[Collected data]

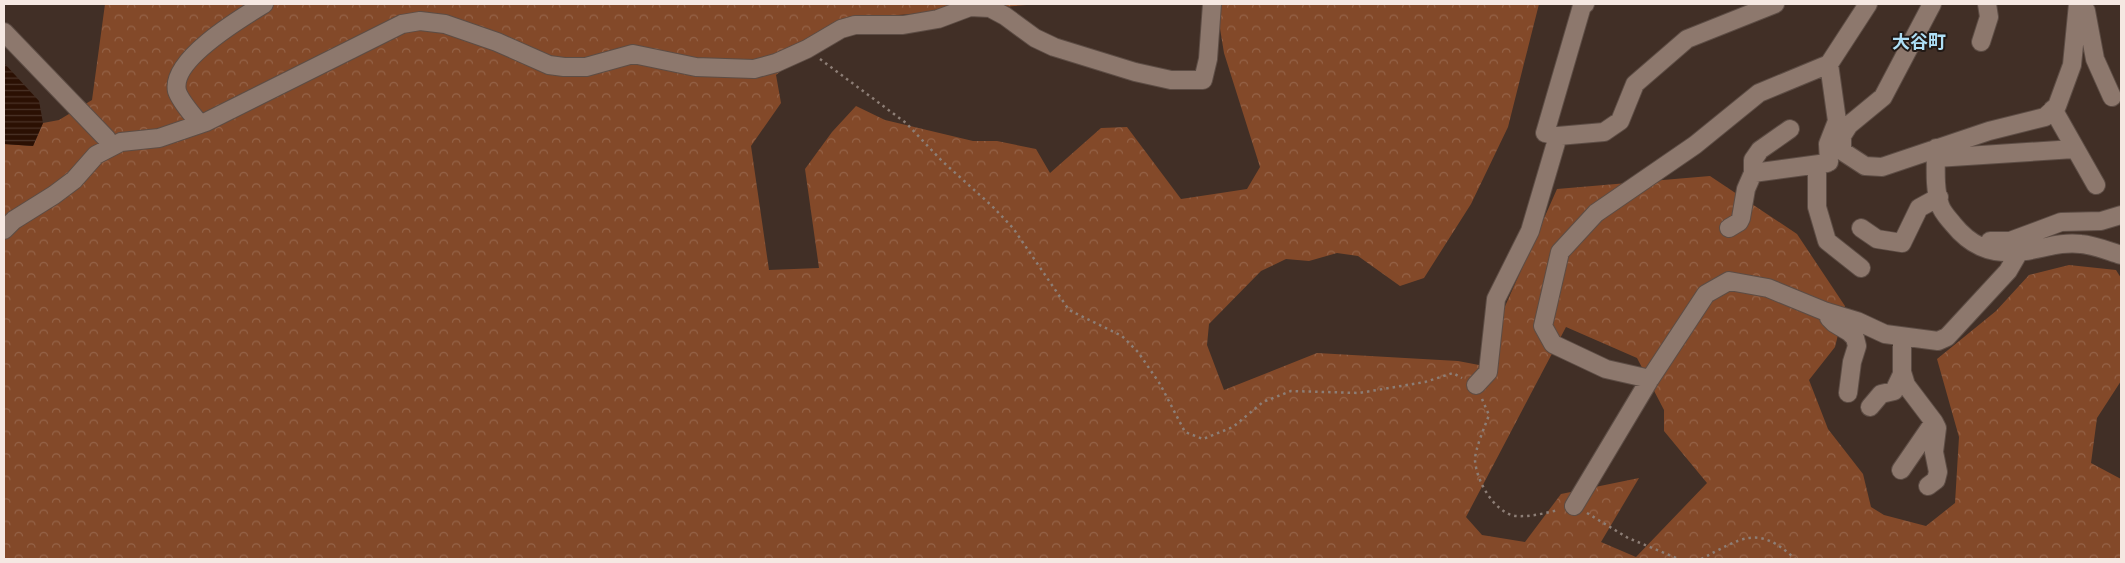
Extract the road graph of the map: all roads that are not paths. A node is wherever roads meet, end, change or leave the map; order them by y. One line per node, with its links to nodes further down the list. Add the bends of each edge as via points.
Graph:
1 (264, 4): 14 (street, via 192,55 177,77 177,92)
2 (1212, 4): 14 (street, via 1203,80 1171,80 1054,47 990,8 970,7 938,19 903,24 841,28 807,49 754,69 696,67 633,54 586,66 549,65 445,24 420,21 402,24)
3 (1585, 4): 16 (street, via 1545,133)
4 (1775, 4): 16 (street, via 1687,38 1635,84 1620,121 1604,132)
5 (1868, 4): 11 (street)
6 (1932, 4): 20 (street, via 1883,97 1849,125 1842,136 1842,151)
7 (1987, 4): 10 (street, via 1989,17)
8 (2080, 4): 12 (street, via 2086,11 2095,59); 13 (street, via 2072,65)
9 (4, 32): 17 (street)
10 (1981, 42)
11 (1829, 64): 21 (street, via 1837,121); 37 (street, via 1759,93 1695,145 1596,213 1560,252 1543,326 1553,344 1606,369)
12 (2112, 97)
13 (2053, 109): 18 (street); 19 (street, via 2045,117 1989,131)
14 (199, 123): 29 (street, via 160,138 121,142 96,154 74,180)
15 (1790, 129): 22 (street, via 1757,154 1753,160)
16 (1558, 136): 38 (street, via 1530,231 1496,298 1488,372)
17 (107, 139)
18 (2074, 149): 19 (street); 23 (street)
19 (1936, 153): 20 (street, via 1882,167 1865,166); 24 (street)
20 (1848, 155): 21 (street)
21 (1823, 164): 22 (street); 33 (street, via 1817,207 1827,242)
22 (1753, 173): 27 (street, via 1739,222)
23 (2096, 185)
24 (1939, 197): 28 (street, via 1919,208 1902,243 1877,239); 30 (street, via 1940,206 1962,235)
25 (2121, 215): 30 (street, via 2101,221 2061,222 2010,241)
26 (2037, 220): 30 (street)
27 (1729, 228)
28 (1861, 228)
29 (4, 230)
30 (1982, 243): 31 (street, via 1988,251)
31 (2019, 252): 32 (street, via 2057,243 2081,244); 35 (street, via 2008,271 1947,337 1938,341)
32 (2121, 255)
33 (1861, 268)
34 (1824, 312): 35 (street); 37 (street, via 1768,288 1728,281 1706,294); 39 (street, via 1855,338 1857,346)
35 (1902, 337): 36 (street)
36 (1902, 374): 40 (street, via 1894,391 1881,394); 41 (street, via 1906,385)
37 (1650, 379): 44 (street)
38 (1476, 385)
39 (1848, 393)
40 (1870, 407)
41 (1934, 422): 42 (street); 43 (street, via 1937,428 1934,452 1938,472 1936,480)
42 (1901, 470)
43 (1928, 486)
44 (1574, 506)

...

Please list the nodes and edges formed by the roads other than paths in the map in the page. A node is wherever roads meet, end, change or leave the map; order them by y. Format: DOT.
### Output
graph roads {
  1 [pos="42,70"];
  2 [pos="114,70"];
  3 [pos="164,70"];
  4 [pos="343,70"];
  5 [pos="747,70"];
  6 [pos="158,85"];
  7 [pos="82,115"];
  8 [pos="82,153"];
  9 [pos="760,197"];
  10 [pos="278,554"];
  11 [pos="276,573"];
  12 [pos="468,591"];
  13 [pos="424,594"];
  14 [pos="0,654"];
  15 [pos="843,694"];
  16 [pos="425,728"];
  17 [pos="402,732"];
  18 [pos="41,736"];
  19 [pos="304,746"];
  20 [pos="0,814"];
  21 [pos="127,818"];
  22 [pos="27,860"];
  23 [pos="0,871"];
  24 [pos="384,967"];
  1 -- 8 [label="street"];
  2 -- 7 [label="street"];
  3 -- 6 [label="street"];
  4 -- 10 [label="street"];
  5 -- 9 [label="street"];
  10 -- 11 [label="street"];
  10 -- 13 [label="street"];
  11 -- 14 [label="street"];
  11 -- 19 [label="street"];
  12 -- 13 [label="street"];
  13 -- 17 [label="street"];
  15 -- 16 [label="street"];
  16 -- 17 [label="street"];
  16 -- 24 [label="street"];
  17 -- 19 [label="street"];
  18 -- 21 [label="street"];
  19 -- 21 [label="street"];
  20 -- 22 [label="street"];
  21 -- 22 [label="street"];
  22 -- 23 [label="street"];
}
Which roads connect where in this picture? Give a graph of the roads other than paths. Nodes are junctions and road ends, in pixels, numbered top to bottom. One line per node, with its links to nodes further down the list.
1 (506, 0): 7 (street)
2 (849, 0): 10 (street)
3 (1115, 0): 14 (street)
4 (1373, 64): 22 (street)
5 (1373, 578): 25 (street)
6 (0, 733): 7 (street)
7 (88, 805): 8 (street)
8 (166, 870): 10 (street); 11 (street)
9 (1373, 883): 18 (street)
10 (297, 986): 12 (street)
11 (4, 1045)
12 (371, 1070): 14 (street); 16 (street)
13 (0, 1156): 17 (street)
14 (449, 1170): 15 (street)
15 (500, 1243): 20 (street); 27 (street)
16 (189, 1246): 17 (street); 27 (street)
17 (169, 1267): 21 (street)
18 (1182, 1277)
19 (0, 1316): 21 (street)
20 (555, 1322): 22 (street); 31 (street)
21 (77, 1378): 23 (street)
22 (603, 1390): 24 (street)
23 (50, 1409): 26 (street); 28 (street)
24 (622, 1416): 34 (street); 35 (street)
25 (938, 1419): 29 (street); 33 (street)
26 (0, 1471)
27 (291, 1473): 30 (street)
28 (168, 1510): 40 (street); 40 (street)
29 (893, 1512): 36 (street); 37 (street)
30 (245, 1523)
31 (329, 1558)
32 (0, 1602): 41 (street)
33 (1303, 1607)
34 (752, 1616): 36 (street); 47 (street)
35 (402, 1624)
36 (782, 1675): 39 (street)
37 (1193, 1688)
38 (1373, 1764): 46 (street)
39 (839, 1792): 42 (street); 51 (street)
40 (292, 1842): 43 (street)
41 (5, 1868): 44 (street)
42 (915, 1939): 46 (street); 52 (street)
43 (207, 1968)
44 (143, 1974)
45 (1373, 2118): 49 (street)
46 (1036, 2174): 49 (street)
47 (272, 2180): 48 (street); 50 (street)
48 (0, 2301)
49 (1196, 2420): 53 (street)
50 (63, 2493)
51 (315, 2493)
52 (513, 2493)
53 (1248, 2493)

» **Exercise goal**: Extract every line above that contains the word "paths".

» **Solved exercise**:
Extract the road graph of the map: all roads that are not paths. A node is wherever roads meet, end, change or leave the map; order them by y. One line per node, with its links to nodes further down the list. Add the bends of each edge as via points.
Please list the nodes and edges formed by the roads other than paths in the map in the page. A node is wherever roads meet, end, change or leave the map; order them by y. Format: DOT.
Which roads connect where in this picture? Give a graph of the roads other than paths. Nodes are junctions and road ends, in pixels, numbered top to bottom. One line per node, with its links to nodes further down the list.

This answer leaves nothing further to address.